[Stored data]
┌──

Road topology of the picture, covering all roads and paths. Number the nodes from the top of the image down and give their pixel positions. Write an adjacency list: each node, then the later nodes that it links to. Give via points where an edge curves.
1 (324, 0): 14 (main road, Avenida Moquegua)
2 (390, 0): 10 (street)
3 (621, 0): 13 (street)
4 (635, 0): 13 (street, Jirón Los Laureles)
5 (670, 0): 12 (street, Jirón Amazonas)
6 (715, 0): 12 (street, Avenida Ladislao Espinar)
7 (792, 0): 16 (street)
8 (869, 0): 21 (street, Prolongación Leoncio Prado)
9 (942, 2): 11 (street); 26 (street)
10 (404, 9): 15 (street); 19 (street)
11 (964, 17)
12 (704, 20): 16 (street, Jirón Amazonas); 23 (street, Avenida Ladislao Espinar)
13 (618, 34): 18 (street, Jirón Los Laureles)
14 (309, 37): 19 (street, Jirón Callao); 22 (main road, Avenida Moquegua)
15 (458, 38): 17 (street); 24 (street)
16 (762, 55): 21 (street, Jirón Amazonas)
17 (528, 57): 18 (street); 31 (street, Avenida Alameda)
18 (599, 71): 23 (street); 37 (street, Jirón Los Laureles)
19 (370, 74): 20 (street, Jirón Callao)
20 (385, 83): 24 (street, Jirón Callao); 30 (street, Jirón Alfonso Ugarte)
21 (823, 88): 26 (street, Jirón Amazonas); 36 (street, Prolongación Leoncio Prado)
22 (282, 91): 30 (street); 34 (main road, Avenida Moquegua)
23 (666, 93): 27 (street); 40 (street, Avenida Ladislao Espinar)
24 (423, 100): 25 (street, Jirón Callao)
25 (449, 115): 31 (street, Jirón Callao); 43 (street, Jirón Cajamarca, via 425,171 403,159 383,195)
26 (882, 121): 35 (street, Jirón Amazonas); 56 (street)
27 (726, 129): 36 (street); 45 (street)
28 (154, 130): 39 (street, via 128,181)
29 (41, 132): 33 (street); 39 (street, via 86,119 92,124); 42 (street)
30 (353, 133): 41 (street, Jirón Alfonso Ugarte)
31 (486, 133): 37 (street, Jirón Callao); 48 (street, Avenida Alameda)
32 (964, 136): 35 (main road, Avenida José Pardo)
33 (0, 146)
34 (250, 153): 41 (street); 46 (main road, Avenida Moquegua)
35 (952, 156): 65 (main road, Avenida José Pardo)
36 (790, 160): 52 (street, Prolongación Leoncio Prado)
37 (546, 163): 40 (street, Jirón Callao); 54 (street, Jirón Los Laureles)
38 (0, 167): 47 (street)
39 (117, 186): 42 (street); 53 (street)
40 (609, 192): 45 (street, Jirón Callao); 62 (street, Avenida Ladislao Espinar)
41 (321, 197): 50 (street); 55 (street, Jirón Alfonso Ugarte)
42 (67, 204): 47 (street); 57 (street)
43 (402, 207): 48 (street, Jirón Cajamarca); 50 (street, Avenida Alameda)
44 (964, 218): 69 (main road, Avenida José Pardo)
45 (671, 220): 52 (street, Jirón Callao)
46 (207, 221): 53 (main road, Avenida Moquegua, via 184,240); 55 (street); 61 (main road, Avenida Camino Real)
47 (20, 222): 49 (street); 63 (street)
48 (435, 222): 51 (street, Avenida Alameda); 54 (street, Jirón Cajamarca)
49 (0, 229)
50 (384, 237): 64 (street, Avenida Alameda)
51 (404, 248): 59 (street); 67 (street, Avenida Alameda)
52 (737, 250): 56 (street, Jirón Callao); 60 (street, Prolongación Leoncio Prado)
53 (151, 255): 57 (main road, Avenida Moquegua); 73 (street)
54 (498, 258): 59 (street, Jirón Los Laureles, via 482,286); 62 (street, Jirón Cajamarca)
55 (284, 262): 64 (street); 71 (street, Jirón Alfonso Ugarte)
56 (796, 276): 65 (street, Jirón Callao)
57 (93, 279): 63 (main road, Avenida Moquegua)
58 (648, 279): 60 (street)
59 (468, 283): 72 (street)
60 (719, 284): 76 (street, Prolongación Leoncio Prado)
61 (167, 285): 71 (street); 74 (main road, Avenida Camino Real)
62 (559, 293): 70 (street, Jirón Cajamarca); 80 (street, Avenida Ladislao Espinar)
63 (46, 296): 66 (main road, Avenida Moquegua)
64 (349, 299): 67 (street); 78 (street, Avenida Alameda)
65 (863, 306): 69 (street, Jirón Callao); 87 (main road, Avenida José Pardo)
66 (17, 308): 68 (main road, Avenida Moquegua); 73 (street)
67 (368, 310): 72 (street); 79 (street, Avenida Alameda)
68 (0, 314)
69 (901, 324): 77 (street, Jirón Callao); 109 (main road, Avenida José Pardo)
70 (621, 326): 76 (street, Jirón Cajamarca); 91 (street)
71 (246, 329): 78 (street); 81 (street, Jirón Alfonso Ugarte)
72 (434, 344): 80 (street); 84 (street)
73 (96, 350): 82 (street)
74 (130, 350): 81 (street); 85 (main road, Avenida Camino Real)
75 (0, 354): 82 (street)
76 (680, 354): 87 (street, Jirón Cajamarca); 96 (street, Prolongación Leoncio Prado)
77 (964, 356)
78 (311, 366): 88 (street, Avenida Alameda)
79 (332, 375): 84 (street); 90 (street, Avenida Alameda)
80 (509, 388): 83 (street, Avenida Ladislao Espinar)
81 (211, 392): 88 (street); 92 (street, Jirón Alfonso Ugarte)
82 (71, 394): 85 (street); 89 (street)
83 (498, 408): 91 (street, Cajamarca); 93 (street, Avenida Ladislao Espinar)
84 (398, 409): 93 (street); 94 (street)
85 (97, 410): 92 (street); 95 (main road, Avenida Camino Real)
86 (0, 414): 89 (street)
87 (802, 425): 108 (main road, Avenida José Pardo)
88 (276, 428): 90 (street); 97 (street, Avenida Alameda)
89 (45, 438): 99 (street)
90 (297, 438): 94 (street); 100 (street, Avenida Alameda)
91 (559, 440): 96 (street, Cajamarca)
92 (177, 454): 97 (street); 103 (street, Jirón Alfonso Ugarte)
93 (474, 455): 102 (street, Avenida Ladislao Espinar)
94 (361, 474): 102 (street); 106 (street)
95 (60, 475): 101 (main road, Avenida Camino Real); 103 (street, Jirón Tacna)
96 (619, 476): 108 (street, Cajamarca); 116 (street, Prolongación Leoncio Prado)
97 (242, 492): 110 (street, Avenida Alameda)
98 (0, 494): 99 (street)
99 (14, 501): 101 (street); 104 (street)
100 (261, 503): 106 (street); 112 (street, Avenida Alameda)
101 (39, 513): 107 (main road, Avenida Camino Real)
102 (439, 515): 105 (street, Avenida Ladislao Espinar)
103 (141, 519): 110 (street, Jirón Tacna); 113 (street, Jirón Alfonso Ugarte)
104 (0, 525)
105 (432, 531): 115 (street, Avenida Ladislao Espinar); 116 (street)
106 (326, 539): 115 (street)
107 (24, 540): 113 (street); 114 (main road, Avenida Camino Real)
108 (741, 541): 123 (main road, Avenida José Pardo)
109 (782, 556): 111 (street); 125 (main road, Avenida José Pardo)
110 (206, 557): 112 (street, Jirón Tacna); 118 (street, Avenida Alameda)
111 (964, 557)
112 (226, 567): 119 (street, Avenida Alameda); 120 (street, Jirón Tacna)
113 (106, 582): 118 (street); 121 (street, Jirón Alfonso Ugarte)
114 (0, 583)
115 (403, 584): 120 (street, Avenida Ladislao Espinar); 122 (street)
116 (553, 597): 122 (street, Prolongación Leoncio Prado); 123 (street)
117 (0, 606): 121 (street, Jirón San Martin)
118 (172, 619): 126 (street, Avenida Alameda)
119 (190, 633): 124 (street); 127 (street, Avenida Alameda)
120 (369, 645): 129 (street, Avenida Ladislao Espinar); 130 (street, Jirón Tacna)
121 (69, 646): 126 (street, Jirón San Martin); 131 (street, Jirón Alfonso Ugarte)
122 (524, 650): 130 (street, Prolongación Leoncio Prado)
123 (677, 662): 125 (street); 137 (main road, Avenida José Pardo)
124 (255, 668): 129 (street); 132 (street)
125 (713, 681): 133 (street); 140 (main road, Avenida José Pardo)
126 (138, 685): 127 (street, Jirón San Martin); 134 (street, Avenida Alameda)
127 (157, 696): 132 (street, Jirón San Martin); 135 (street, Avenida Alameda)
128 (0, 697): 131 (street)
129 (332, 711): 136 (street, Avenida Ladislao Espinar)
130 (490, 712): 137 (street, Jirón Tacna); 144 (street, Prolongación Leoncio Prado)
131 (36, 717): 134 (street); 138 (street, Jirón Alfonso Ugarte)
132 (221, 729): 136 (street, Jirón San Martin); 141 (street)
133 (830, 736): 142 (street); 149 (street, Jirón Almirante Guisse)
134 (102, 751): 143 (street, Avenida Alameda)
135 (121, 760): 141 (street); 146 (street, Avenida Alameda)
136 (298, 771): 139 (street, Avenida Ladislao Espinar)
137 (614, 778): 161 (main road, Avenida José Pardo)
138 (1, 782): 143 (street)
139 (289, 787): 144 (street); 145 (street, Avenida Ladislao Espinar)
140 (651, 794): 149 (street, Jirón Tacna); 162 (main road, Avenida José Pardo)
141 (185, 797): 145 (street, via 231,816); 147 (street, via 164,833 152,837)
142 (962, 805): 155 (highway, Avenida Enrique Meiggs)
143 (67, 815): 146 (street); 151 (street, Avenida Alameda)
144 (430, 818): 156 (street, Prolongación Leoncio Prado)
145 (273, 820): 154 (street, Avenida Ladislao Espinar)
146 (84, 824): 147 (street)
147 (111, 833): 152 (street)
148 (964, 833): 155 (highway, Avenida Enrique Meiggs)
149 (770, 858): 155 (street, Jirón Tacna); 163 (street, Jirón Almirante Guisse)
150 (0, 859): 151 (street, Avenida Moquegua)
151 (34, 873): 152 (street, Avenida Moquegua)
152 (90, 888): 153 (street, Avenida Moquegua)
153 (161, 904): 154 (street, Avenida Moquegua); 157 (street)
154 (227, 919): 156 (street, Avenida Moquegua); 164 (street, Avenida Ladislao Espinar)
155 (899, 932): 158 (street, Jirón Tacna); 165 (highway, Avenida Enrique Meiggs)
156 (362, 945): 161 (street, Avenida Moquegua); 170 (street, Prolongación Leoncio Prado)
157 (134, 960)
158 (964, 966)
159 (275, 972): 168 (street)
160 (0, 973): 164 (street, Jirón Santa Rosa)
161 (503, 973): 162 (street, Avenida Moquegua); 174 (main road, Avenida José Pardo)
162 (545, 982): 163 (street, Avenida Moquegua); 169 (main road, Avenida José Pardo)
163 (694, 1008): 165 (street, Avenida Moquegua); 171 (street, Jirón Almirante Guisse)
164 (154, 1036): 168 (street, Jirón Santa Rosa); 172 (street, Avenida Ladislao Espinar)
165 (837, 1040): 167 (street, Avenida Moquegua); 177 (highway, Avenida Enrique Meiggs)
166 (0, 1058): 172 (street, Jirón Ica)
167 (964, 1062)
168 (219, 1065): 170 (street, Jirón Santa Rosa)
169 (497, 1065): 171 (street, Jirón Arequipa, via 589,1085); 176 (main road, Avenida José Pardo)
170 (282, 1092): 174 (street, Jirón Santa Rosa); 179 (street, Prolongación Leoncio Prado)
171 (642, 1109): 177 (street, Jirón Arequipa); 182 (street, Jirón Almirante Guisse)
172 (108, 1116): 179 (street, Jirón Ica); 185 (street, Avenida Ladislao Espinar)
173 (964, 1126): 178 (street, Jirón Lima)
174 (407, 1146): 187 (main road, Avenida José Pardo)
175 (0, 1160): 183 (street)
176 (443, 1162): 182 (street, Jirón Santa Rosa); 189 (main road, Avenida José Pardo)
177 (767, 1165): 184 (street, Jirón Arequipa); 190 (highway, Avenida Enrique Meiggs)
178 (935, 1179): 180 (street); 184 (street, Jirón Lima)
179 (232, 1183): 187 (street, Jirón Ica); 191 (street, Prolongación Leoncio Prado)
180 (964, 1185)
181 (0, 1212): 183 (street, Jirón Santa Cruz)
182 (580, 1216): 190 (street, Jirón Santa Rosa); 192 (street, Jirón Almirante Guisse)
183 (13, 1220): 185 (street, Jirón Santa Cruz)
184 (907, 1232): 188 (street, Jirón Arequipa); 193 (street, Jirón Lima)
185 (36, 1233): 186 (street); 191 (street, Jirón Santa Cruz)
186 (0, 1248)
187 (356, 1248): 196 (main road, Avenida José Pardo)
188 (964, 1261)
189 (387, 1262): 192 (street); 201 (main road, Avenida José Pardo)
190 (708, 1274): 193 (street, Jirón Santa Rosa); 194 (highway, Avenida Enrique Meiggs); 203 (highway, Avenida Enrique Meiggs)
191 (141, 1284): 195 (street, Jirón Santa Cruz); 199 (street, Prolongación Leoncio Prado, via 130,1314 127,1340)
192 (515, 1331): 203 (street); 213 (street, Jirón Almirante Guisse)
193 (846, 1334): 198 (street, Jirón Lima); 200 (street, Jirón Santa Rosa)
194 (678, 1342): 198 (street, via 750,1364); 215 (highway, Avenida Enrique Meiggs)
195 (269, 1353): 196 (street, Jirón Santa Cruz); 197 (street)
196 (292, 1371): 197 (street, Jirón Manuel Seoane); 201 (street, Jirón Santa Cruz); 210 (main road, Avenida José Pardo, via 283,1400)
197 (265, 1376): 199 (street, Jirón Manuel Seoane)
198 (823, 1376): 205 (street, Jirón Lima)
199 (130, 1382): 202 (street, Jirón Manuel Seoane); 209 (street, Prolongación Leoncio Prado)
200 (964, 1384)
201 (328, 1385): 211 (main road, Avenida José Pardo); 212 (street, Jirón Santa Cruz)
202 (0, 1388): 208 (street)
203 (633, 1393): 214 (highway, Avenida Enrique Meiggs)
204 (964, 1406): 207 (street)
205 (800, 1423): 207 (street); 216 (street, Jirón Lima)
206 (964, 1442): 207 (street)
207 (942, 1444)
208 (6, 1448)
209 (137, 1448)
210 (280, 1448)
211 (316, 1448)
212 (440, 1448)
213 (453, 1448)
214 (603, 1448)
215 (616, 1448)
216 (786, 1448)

└──

- Exercise aim
The answer should be a single number: the count of lines in the records that hold the string "Seoane".

- Exercise result
3